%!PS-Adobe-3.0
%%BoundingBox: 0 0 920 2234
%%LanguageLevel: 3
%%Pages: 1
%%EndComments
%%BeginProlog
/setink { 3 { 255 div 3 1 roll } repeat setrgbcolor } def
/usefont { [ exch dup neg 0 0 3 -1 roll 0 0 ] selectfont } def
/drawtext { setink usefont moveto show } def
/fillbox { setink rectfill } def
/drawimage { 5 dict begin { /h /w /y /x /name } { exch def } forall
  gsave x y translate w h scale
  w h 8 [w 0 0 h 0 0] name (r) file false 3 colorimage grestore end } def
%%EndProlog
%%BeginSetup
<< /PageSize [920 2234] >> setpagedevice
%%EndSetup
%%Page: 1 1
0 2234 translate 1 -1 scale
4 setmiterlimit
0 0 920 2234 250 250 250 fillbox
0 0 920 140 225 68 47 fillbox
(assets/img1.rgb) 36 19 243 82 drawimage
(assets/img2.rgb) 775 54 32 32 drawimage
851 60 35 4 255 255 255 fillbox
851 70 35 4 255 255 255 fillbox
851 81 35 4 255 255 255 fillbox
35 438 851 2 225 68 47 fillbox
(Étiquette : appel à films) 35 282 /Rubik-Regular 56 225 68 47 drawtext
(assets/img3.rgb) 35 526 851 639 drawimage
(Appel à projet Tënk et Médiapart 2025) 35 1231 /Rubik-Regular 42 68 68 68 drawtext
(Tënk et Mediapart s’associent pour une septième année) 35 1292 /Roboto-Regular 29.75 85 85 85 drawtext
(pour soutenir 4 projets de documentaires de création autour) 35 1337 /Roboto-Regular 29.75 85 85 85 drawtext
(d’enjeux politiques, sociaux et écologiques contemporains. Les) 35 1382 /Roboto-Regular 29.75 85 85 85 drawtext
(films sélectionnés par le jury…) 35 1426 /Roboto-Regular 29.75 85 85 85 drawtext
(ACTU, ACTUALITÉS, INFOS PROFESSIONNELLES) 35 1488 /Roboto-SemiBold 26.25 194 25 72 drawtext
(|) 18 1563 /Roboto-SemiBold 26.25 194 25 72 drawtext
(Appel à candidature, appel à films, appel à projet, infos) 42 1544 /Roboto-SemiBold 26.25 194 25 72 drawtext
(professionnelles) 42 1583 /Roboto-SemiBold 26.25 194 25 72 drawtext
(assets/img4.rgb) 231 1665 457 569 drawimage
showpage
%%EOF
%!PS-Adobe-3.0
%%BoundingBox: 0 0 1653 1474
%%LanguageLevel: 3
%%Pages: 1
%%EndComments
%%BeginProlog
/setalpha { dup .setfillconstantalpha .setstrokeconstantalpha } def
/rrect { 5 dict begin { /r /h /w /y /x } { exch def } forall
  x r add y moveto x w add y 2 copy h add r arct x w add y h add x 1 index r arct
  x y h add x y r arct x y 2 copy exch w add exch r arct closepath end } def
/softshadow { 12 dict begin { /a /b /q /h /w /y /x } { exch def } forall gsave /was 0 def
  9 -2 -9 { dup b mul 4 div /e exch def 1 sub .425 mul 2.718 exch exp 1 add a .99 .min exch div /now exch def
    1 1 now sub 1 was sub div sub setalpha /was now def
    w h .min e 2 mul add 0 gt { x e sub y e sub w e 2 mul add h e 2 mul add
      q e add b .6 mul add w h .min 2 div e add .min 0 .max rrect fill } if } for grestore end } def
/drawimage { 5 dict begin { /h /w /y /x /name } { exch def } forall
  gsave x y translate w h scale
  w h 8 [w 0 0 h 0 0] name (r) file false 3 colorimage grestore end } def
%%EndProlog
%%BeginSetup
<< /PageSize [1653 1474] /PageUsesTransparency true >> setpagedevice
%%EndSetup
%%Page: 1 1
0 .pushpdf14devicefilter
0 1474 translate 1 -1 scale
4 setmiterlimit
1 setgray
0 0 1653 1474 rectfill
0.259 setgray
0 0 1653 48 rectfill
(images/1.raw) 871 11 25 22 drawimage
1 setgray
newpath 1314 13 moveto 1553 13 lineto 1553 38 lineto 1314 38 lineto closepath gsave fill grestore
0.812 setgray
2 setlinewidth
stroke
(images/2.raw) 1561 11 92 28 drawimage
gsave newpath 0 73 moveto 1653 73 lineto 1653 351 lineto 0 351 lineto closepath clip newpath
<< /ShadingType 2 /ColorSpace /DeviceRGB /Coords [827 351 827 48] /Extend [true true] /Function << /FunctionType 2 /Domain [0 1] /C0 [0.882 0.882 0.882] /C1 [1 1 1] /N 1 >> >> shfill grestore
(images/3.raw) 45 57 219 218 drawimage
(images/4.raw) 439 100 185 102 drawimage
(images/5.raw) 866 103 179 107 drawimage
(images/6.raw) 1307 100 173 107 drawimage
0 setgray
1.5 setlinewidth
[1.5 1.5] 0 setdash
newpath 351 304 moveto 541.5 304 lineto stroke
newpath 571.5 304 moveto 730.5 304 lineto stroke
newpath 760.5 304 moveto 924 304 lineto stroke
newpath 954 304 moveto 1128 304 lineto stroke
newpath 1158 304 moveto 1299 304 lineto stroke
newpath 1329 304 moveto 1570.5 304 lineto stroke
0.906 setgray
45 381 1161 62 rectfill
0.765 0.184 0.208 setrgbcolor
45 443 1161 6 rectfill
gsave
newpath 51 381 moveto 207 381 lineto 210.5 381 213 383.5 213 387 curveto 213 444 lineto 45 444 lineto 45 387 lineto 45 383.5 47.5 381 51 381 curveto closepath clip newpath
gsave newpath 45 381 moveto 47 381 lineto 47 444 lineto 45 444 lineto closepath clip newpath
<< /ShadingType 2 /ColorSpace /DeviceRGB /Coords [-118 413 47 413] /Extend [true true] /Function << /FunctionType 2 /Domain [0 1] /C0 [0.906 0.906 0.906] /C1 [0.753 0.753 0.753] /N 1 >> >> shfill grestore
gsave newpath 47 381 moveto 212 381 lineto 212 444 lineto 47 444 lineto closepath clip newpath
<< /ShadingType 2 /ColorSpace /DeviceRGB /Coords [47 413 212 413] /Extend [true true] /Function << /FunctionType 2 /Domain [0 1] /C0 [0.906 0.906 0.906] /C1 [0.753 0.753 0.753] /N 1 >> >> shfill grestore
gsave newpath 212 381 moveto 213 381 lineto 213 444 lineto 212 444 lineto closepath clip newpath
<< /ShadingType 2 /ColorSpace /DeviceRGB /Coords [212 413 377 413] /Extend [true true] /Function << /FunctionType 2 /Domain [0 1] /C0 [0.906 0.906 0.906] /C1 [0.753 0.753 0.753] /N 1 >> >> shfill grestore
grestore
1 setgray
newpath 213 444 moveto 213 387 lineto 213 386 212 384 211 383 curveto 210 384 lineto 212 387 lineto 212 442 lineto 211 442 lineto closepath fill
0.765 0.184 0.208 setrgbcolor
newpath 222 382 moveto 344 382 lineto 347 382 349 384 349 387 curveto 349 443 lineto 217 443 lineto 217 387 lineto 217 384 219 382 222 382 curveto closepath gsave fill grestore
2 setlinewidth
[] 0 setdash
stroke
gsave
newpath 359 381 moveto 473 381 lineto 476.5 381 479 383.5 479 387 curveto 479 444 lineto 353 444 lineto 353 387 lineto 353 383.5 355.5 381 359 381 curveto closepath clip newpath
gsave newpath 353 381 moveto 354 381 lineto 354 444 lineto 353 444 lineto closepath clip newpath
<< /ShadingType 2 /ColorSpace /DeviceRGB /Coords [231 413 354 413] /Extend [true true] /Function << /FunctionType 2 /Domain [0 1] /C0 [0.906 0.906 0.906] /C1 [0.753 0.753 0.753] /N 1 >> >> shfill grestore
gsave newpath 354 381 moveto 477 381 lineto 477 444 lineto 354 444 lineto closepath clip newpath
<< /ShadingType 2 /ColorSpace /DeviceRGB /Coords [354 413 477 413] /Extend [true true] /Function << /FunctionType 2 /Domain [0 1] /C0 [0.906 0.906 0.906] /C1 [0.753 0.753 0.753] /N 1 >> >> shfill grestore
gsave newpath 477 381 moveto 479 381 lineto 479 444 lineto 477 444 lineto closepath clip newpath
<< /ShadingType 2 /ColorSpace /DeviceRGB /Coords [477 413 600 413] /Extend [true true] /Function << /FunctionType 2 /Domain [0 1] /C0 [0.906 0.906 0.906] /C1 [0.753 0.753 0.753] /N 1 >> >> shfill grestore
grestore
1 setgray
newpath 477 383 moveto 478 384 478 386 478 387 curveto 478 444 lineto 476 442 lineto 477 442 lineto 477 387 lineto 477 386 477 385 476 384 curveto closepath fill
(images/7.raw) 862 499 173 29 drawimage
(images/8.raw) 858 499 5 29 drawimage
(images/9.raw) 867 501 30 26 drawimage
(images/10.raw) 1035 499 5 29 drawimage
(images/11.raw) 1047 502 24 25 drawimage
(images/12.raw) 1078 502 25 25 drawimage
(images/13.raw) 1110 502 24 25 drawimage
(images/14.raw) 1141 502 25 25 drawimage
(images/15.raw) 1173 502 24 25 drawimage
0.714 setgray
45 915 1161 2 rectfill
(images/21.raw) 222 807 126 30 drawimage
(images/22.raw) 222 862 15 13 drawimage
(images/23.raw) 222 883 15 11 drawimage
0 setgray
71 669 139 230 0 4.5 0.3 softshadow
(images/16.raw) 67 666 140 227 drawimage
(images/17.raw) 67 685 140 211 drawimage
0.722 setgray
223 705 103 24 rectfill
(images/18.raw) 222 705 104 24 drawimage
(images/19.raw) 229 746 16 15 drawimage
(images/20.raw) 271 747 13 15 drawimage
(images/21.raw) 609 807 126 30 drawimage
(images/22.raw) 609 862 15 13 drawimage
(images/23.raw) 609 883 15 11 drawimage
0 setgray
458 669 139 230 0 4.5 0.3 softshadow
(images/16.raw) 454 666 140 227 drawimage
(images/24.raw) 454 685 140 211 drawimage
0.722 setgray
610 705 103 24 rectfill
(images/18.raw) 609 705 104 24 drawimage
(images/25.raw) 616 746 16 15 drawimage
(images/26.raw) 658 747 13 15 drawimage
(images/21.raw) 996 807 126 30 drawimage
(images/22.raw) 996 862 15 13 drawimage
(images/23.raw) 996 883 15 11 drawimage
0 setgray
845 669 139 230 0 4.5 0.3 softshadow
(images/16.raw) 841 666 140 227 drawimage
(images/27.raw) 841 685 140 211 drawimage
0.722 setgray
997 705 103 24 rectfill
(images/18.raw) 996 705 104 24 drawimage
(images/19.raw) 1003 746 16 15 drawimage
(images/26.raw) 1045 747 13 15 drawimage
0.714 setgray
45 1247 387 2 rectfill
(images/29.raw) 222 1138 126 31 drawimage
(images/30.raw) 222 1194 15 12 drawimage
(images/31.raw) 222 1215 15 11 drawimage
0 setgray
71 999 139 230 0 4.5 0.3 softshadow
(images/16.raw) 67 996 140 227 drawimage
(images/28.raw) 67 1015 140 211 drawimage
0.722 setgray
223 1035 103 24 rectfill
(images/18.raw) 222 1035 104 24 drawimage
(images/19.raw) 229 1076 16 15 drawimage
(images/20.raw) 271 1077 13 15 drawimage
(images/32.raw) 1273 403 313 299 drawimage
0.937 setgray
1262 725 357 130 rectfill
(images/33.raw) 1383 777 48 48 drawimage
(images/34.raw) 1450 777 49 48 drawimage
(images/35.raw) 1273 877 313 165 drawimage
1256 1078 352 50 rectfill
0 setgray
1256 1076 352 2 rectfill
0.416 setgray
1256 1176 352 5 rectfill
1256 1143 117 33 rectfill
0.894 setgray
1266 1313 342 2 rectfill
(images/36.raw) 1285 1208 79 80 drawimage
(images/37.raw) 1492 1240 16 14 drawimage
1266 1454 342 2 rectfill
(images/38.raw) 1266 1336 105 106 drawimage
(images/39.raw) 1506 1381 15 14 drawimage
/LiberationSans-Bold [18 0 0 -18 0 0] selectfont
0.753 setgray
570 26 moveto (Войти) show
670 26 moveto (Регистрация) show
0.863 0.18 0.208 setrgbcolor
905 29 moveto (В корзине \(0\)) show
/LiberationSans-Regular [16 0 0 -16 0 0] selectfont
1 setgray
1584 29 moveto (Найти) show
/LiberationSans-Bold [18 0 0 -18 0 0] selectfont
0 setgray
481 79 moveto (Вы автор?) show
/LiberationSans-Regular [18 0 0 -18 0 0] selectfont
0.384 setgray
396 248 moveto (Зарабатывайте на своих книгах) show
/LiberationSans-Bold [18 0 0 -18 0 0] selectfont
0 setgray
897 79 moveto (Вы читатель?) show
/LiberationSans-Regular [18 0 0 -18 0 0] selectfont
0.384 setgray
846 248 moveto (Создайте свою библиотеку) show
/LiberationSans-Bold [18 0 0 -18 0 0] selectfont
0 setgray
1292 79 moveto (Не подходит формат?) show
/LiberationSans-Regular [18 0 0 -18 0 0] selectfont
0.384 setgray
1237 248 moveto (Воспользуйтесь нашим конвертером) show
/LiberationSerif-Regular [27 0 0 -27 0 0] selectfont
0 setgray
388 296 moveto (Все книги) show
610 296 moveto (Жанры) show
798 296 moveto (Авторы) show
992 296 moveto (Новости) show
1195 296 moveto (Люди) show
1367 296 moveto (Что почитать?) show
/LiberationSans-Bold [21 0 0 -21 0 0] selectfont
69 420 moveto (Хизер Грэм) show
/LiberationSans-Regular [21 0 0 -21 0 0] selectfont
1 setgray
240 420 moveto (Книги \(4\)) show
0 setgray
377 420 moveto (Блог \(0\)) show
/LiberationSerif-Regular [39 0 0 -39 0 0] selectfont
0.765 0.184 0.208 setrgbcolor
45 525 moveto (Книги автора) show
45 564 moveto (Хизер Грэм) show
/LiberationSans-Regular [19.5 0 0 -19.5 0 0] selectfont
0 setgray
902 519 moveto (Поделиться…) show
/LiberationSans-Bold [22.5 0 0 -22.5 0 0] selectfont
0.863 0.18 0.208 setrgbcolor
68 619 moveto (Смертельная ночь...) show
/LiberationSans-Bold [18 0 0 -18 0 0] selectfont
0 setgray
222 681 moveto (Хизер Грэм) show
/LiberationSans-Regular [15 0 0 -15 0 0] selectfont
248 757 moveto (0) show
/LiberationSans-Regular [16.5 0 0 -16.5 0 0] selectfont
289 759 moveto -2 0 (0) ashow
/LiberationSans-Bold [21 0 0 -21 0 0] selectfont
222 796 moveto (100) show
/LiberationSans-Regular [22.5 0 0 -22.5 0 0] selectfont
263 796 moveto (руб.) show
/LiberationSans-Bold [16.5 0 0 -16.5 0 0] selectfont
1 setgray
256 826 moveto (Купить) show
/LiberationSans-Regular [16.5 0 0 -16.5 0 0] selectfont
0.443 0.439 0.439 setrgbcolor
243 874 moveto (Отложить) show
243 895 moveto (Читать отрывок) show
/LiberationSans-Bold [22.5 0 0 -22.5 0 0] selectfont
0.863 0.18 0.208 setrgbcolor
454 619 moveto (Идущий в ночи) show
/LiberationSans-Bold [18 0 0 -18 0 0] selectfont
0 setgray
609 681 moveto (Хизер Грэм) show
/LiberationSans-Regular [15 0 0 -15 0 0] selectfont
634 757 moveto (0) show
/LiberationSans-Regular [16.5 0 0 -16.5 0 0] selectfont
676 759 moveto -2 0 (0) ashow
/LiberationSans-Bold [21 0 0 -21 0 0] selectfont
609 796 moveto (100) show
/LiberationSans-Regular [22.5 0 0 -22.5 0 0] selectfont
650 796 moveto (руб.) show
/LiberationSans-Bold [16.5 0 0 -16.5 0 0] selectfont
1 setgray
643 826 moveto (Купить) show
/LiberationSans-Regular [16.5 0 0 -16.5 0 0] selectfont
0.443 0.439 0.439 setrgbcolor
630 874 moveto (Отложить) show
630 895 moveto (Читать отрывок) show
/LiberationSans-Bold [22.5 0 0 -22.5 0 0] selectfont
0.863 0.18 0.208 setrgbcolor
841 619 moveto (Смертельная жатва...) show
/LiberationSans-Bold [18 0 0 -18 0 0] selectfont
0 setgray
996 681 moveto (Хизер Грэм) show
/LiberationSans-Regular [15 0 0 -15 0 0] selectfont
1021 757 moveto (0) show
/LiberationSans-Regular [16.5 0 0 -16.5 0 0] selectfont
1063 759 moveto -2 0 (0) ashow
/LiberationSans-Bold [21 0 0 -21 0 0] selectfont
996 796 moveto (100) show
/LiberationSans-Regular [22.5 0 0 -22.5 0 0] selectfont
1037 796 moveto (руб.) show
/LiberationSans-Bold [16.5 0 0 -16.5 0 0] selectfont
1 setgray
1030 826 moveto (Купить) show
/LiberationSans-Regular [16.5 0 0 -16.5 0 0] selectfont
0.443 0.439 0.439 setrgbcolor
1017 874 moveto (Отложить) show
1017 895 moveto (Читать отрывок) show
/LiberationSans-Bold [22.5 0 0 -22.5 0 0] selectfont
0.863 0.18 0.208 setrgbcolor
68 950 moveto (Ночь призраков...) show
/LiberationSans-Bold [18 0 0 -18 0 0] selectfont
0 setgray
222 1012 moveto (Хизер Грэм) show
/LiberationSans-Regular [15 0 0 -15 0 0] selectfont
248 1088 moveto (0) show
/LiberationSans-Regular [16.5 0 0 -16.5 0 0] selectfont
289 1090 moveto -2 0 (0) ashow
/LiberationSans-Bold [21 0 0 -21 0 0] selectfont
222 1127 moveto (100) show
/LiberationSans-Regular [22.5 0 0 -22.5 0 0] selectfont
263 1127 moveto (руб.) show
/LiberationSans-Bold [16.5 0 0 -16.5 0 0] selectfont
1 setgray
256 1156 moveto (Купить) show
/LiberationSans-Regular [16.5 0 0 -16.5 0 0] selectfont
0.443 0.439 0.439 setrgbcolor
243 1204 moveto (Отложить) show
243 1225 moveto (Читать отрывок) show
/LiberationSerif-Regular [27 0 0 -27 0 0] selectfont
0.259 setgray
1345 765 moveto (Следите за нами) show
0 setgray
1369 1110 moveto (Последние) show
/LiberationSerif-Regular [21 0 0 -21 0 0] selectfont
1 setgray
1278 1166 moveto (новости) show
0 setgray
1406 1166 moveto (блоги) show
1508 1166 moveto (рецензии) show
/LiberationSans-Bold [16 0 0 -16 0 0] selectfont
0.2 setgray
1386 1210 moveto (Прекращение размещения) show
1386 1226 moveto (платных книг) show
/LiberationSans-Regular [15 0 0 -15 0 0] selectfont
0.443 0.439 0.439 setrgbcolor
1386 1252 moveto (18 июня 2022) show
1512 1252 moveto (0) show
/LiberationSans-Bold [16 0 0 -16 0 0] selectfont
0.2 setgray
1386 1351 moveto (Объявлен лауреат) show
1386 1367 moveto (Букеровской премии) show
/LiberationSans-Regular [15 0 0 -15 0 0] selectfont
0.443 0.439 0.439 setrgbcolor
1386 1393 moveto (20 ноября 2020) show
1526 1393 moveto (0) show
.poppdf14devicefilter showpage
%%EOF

> **Try it**
Where the string "LiberationSerif" turns up in a line of the data above, copy that whole line.

> **Output of the task**
/LiberationSerif-Regular [27 0 0 -27 0 0] selectfont
/LiberationSerif-Regular [39 0 0 -39 0 0] selectfont
/LiberationSerif-Regular [27 0 0 -27 0 0] selectfont
/LiberationSerif-Regular [21 0 0 -21 0 0] selectfont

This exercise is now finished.